Independent producers will always struggle when negotiating prices when there are only four large multi-national corporations that control prices.
However, in Iowa, our producers sell 50 percent of cattle through negotiated cash trade.
This allows for market transparency so that producers know the market price of cattle, and the price more accurately reflects the costs that producers incur when raising livestock.
However, this isn’t the case across the country as more than 80 percent of all cattle are sold through formula contracts and/or the cattle futures market.
These private contracts don’t allow for price transparency and hide the true value of production from the rest of the marketplace.
This is not a new problem.
In fact, 18 years ago I introduced a bill with former Senator Feingold from Wisconsin that would’ve help producers gain leverage by mandating that percentage of a packer’s weekly slaughter come from a negotiated cash price.
I introduced that bill every Congress until 2009, but sadly, not enough of my colleagues saw the need for a transparent marketplace.

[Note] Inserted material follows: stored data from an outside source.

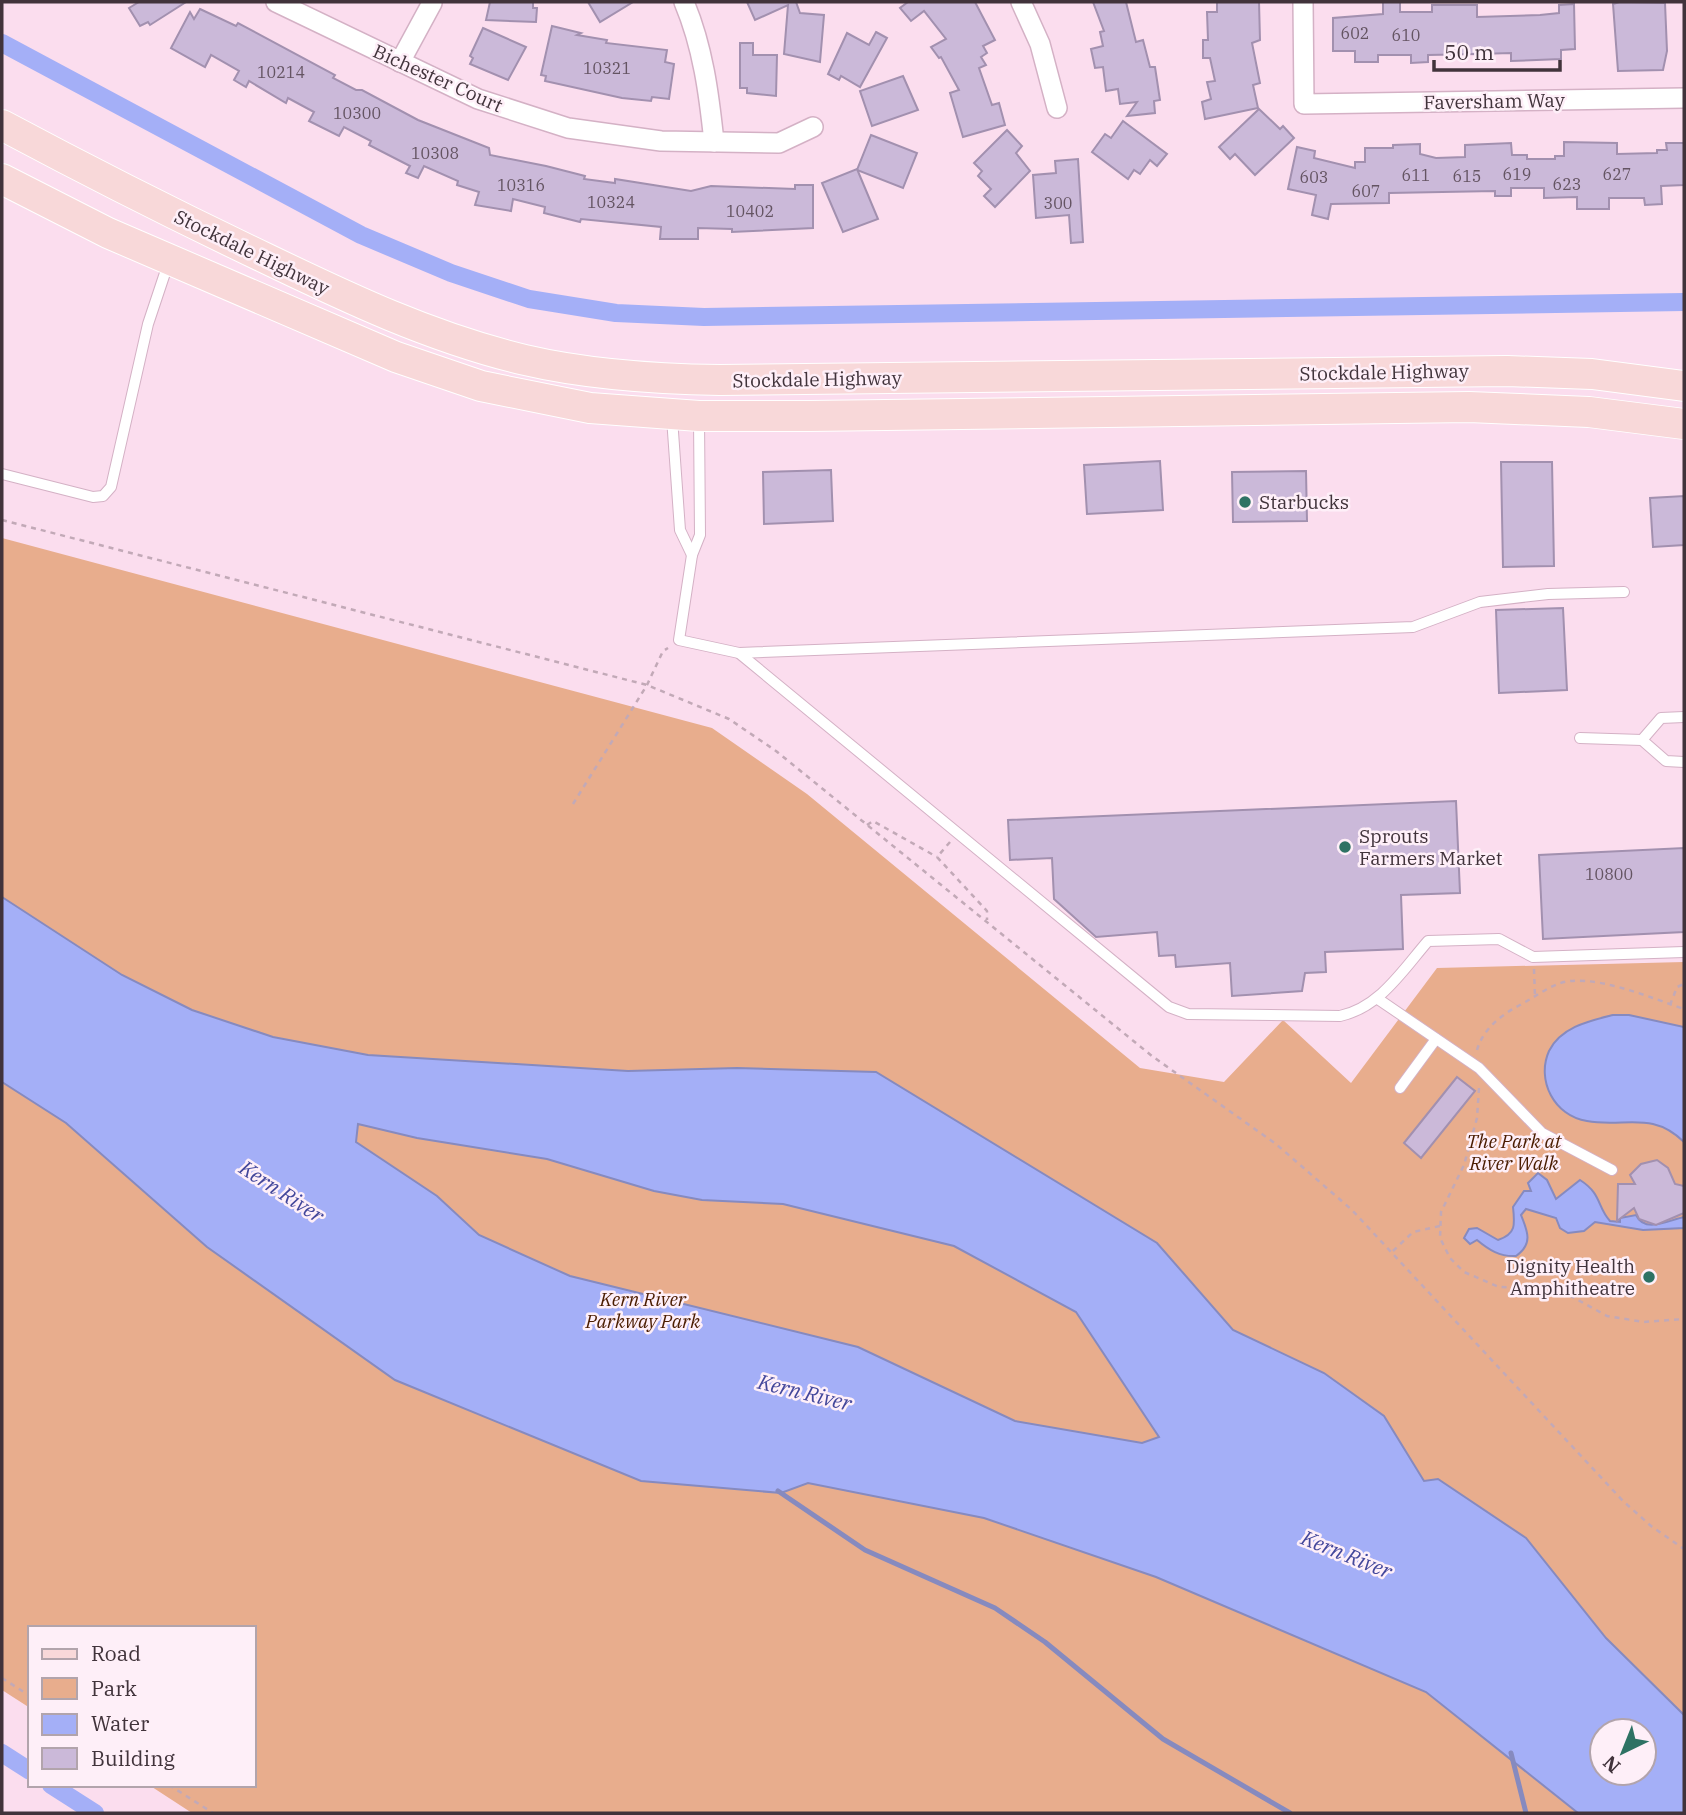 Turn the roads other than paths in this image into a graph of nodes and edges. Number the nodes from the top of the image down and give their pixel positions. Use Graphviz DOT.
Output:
graph roads {
  1 [pos="276,2"];
  2 [pos="684,2"];
  3 [pos="1021,2"];
  4 [pos="1303,2"];
  5 [pos="432,3"];
  6 [pos="400,62"];
  7 [pos="1684,98"];
  8 [pos="1057,108"];
  9 [pos="2,125"];
  10 [pos="813,127"];
  11 [pos="714,142"];
  12 [pos="2,179"];
  13 [pos="170,260"];
  14 [pos="367,307"];
  15 [pos="1387,372"];
  16 [pos="1684,386"];
  17 [pos="1198,410"];
  18 [pos="685,415"];
  19 [pos="1684,424"];
  20 [pos="2,474"];
  21 [pos="692,555"];
  22 [pos="1624,592"];
  23 [pos="739,653"];
  24 [pos="1684,717"];
  25 [pos="1580,738"];
  26 [pos="1642,740"];
  27 [pos="1684,762"];
  28 [pos="1684,952"];
  29 [pos="1378,999"];
  30 [pos="1436,1039"];
  31 [pos="1400,1088"];
  32 [pos="1612,1170"];
  1 -- 6 [label="street, Bichester Court"];
  2 -- 11 [label="street"];
  3 -- 8 [label="street"];
  4 -- 7 [label="street, Faversham Way"];
  5 -- 6 [label="street"];
  6 -- 11 [label="street, Bichester Court"];
  9 -- 14 [label="main road, Stockdale Highway"];
  10 -- 11 [label="street, Bichester Court"];
  12 -- 13 [label="main road, Stockdale Highway"];
  13 -- 14 [label="main road"];
  13 -- 18 [label="main road, Stockdale Highway"];
  13 -- 20 [label="lane"];
  14 -- 15 [label="main road, Stockdale Highway"];
  15 -- 16 [label="main road, Stockdale Highway"];
  15 -- 17 [label="main road"];
  17 -- 18 [label="main road, Stockdale Highway"];
  17 -- 19 [label="main road, Stockdale Highway"];
  18 -- 21 [label="lane"];
  18 -- 21 [label="lane"];
  21 -- 23 [label="lane"];
  22 -- 23 [label="lane"];
  23 -- 29 [label="lane"];
  24 -- 26 [label="lane"];
  25 -- 26 [label="lane"];
  26 -- 27 [label="lane"];
  28 -- 29 [label="lane"];
  29 -- 30 [label="lane"];
  30 -- 31 [label="lane"];
  30 -- 32 [label="lane"];
} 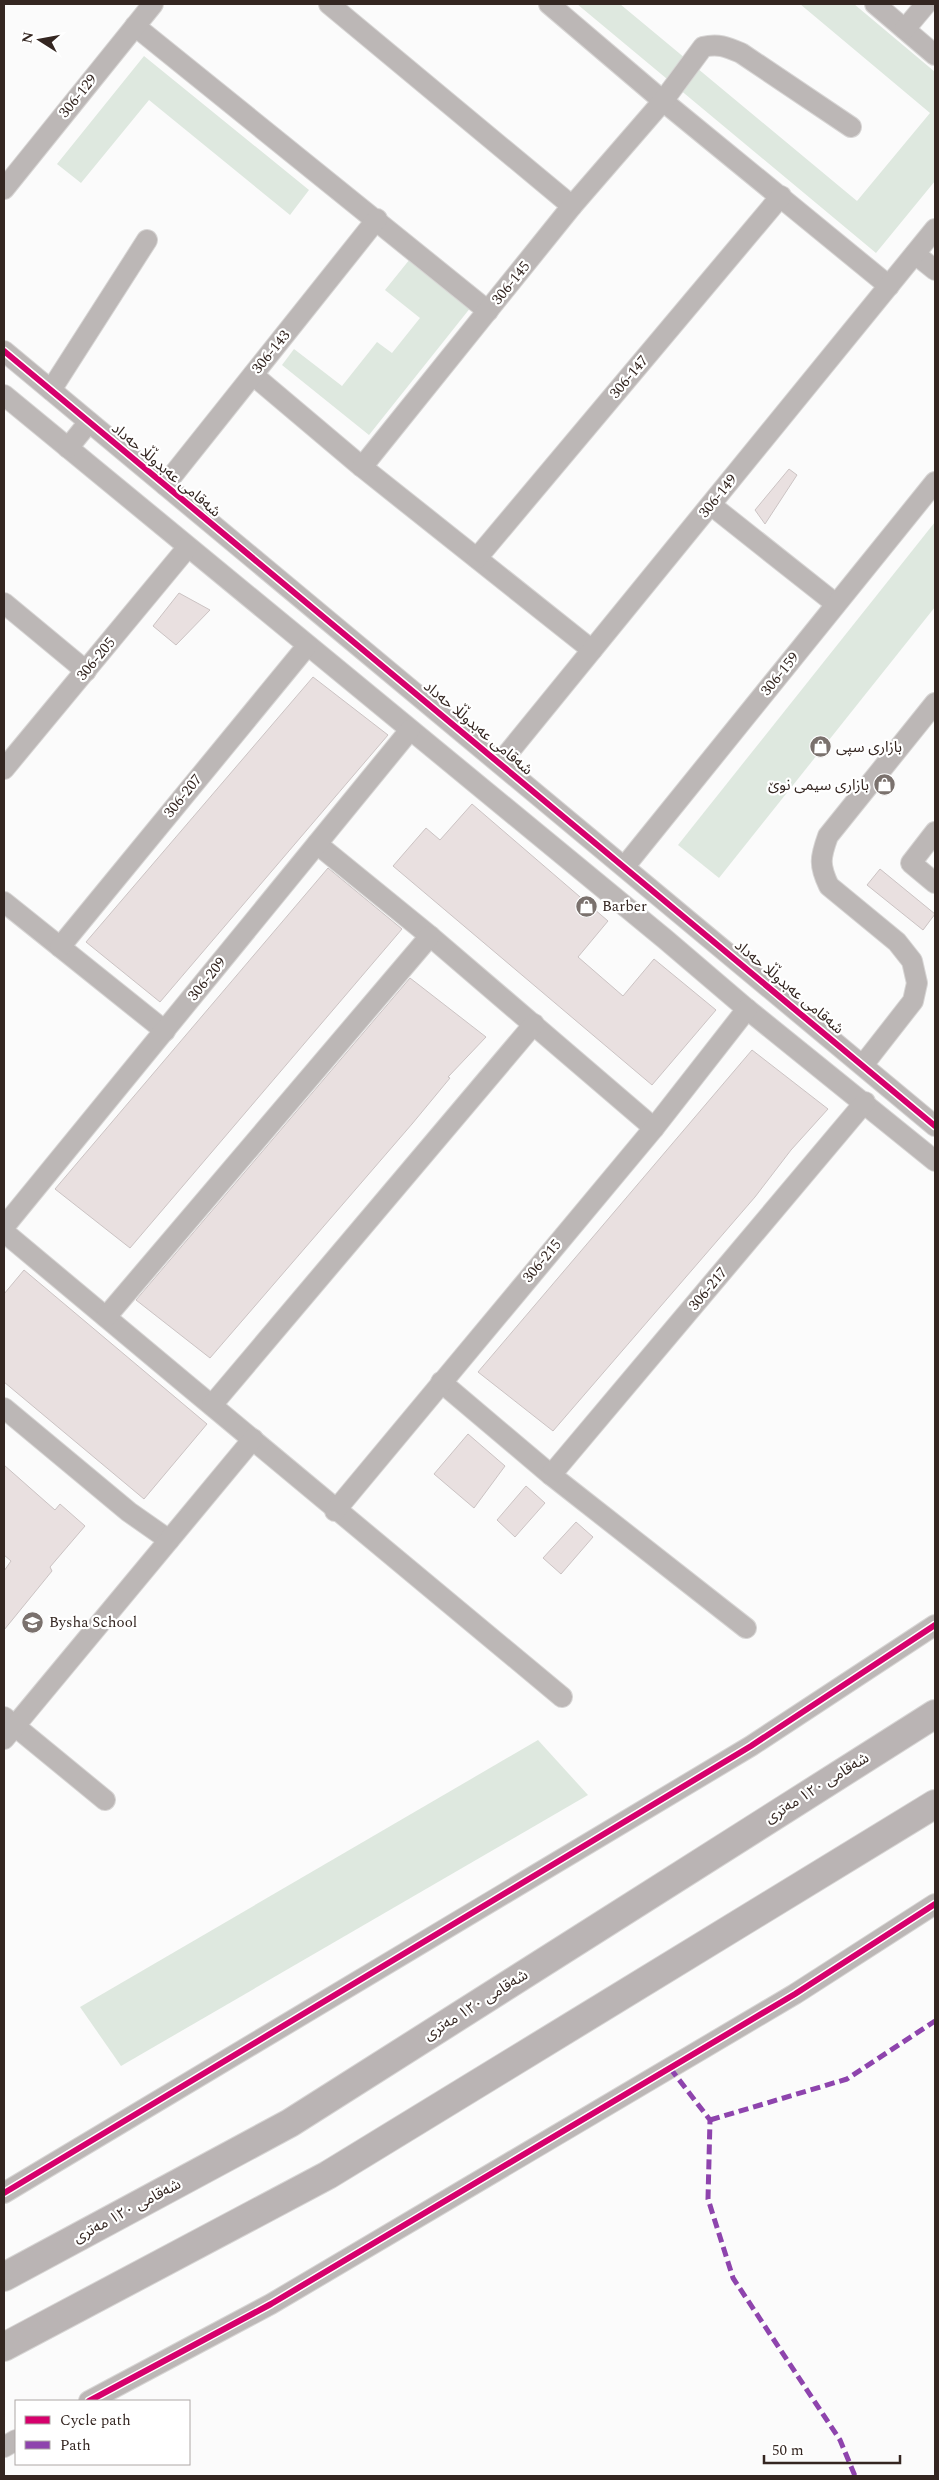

Today, conversations across the country have started to shift.
Lawmakers have begun to realize that in order to have a sustainable supply of meat in our country, we need to restore transparency in the marketplace and protect the market from collapsing when there are supply chain disruptions.
Today, I’m resubmitting my bill to foster efficient markets and increase competition and transparency among packers that purchase livestock from producers.
The only change is to increase the amount of mandated negotiated cash trade to 50 percent from the original 25 percent.
This change is needed to increase price discovery for producers across the country.
I’m proud to lead this effort with Senator Tester and will work with my colleagues in the Senate, and particularly those on the Senate Agriculture Committee, to make sure that this bill becomes law.
Without significant action by Congress, our independent beef producers will not be able to stay in business.
I believe the time to act is now. Failure to act is failing our independent producers.
If there is one silver lining that could come out of COVID-19, it may be that consumers will start to understand where their food comes from.
Food does not come from the grocery store. It comes from tens of thousands of farmers and independent producers who bust their backs day and night to ensure families across the country have an abundant supply of food.
Farmers are 2 percent of the population who provide for the other 98 percent.
I urge my colleagues to support my legislation and do right by the producers who provide the food we all eat.